§ Exercise directions
Out of the records below, copy all lines in which the word "Left" occurs.

§ Available data
============================================================
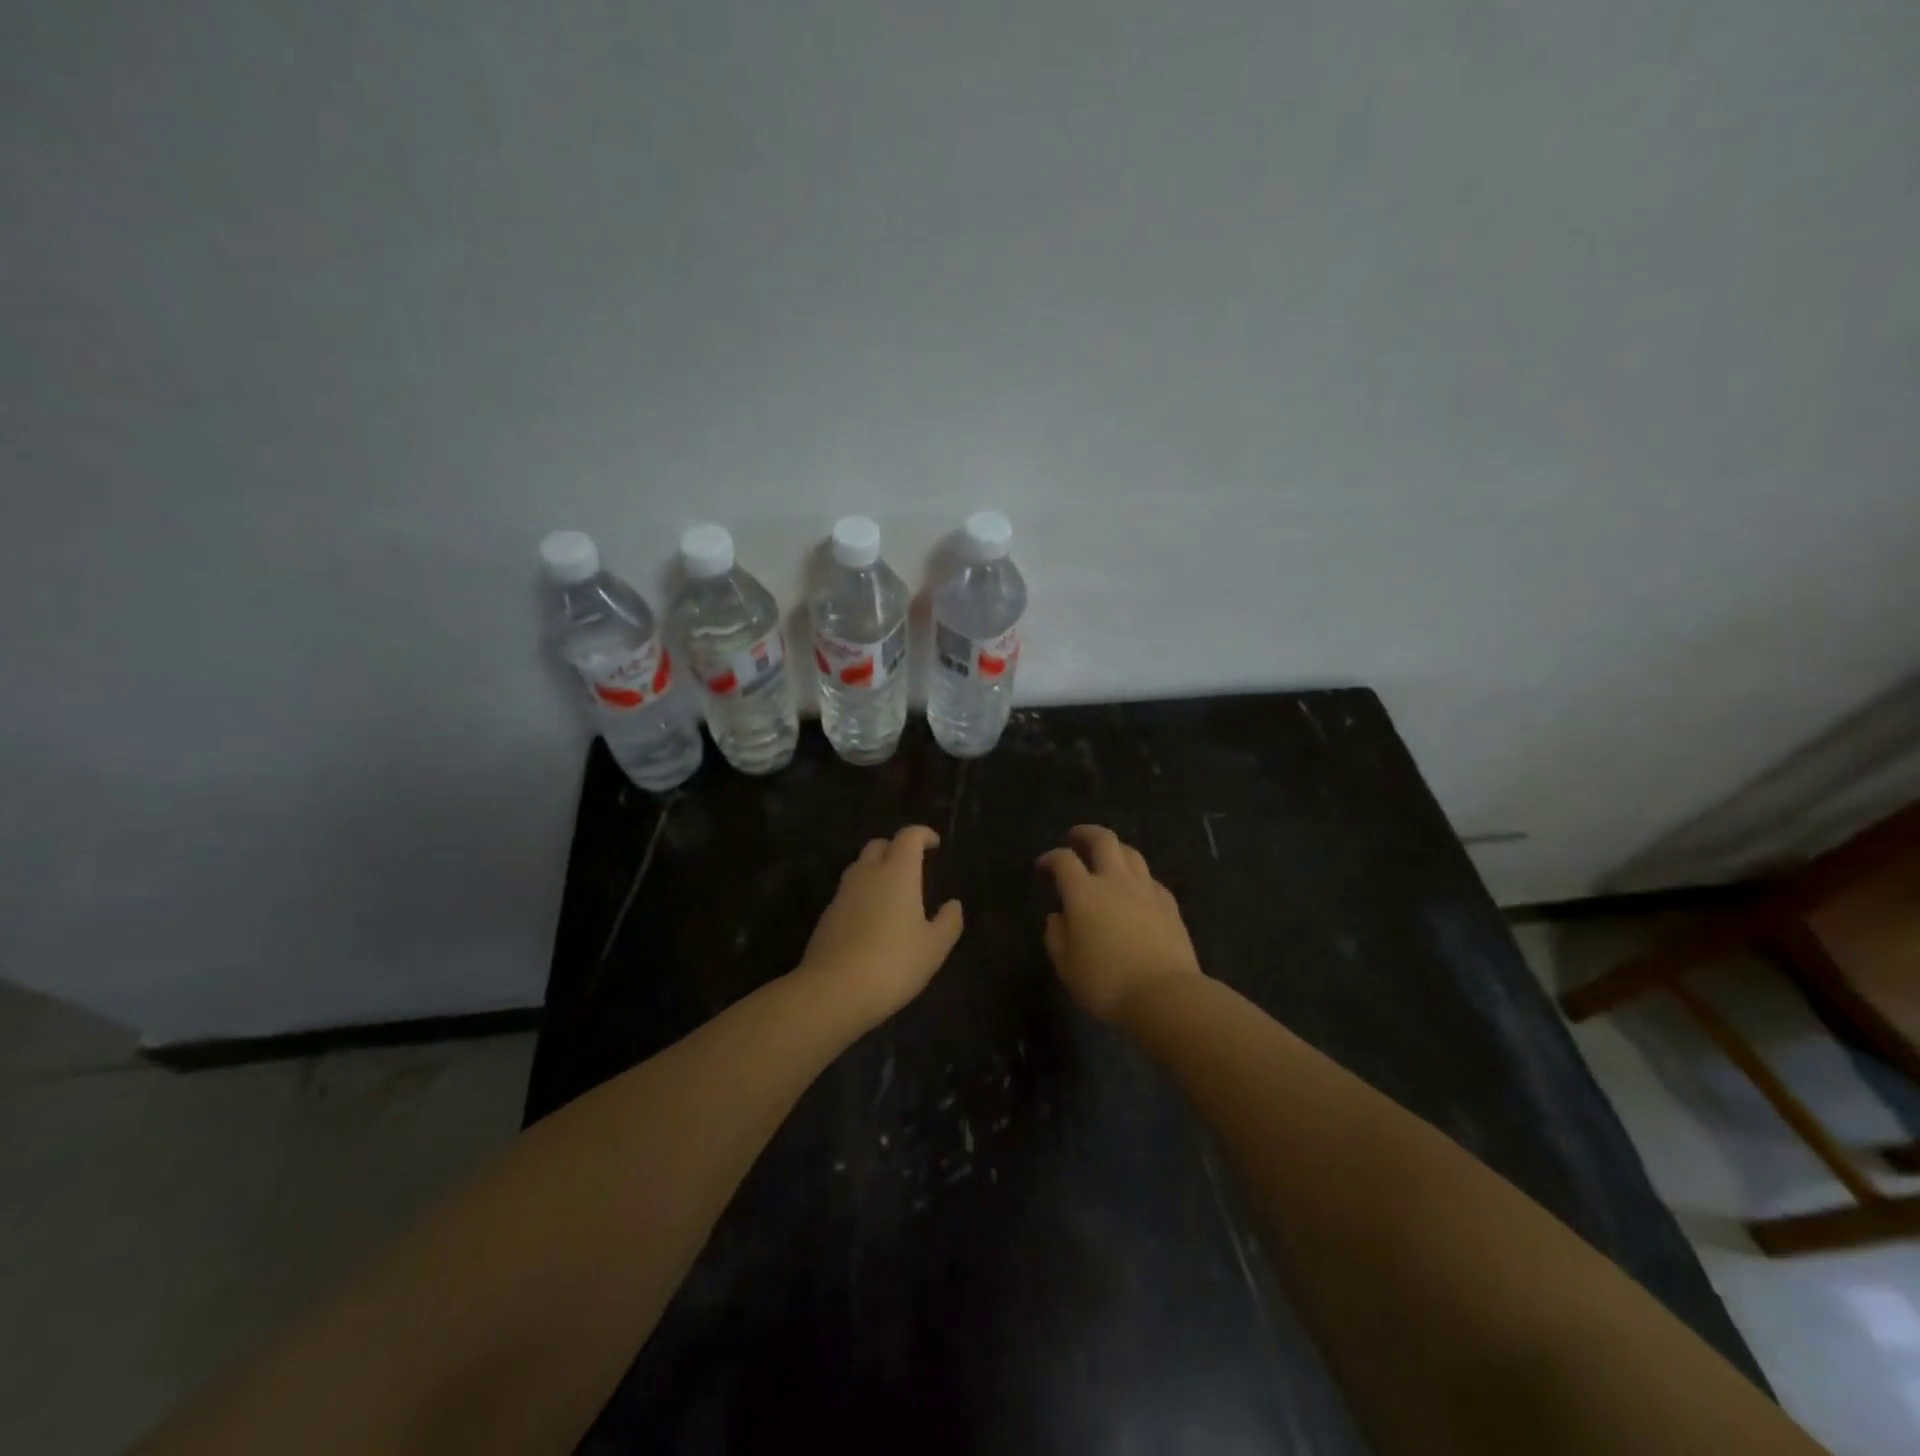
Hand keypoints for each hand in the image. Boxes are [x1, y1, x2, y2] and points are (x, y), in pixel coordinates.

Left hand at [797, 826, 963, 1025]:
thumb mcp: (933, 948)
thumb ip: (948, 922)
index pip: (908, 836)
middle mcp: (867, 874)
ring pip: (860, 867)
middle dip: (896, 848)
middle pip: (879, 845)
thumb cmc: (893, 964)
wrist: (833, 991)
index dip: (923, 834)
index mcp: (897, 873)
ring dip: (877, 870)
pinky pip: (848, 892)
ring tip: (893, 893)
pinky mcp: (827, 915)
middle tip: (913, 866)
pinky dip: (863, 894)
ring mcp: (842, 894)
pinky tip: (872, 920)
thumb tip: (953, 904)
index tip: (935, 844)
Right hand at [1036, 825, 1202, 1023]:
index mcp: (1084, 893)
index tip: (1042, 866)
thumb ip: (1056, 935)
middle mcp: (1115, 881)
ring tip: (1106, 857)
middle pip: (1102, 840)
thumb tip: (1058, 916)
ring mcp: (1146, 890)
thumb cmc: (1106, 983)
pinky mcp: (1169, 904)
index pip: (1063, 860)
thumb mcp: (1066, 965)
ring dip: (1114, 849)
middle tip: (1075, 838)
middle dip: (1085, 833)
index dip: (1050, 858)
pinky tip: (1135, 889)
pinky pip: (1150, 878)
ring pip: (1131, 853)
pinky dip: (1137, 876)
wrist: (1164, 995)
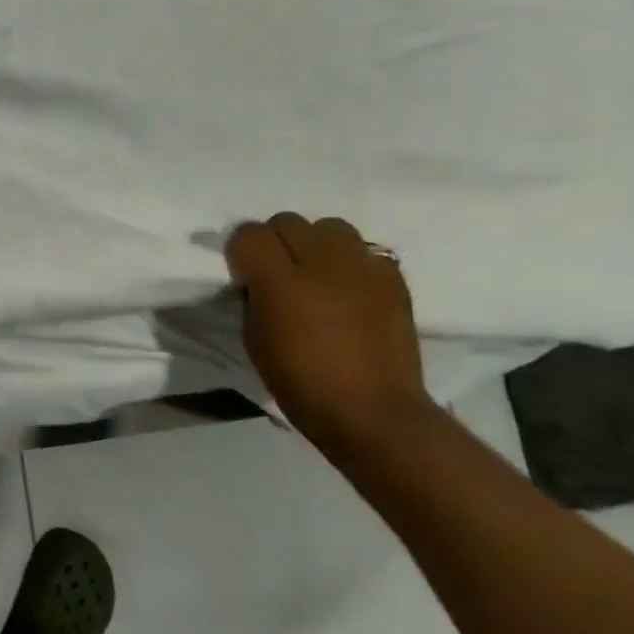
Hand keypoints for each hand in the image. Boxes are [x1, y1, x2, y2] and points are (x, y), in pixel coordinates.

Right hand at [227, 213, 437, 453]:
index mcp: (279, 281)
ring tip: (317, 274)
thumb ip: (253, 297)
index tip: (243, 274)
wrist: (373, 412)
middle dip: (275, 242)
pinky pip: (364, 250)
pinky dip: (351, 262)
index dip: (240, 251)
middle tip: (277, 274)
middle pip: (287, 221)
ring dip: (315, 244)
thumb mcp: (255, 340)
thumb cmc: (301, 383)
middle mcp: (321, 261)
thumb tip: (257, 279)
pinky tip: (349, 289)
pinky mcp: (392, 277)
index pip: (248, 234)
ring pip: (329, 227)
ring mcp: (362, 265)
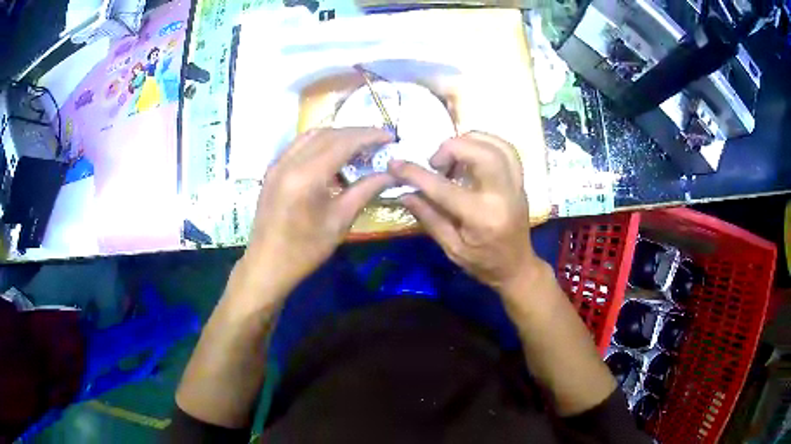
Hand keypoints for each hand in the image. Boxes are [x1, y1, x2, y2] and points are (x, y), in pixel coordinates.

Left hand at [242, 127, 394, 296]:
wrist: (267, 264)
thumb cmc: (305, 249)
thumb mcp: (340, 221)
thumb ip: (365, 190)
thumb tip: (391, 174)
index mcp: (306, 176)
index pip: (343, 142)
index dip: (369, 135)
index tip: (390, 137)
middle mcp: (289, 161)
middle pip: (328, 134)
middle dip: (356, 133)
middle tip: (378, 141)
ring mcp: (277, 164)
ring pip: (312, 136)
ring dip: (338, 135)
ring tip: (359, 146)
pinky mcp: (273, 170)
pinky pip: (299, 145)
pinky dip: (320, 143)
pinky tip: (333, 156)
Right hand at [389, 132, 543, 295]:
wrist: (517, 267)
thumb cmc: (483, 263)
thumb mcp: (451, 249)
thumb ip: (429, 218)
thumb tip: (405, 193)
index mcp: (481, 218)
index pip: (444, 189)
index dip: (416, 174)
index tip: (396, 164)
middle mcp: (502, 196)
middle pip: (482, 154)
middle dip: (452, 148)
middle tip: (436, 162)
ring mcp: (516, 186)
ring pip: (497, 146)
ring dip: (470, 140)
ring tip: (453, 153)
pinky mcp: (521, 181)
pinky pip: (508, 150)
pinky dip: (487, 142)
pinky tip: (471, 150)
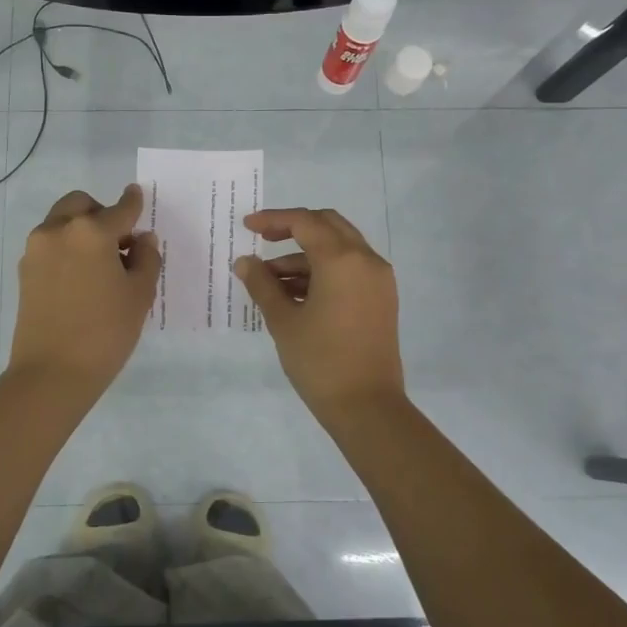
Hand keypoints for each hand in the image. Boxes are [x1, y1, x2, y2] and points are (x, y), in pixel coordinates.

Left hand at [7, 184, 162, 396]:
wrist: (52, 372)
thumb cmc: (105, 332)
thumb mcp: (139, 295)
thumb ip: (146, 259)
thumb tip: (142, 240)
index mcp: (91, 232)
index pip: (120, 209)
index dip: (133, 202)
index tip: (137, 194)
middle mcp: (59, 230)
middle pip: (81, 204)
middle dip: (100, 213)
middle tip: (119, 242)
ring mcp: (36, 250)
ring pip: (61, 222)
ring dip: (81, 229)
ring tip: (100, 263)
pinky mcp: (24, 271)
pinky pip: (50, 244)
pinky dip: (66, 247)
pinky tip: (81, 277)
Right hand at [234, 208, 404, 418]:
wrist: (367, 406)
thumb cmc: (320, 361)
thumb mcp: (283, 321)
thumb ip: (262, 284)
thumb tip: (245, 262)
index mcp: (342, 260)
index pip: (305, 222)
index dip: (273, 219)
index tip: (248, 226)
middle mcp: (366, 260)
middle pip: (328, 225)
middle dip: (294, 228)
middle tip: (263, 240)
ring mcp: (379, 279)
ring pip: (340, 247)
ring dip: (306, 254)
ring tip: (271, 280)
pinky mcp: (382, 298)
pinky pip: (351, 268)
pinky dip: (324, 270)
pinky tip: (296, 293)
============================================================
§ Exercise output
Left hand at [797, 826, 963, 1025]:
Left hand at [242, 127, 394, 296]:
Left hand at [7, 184, 162, 396]:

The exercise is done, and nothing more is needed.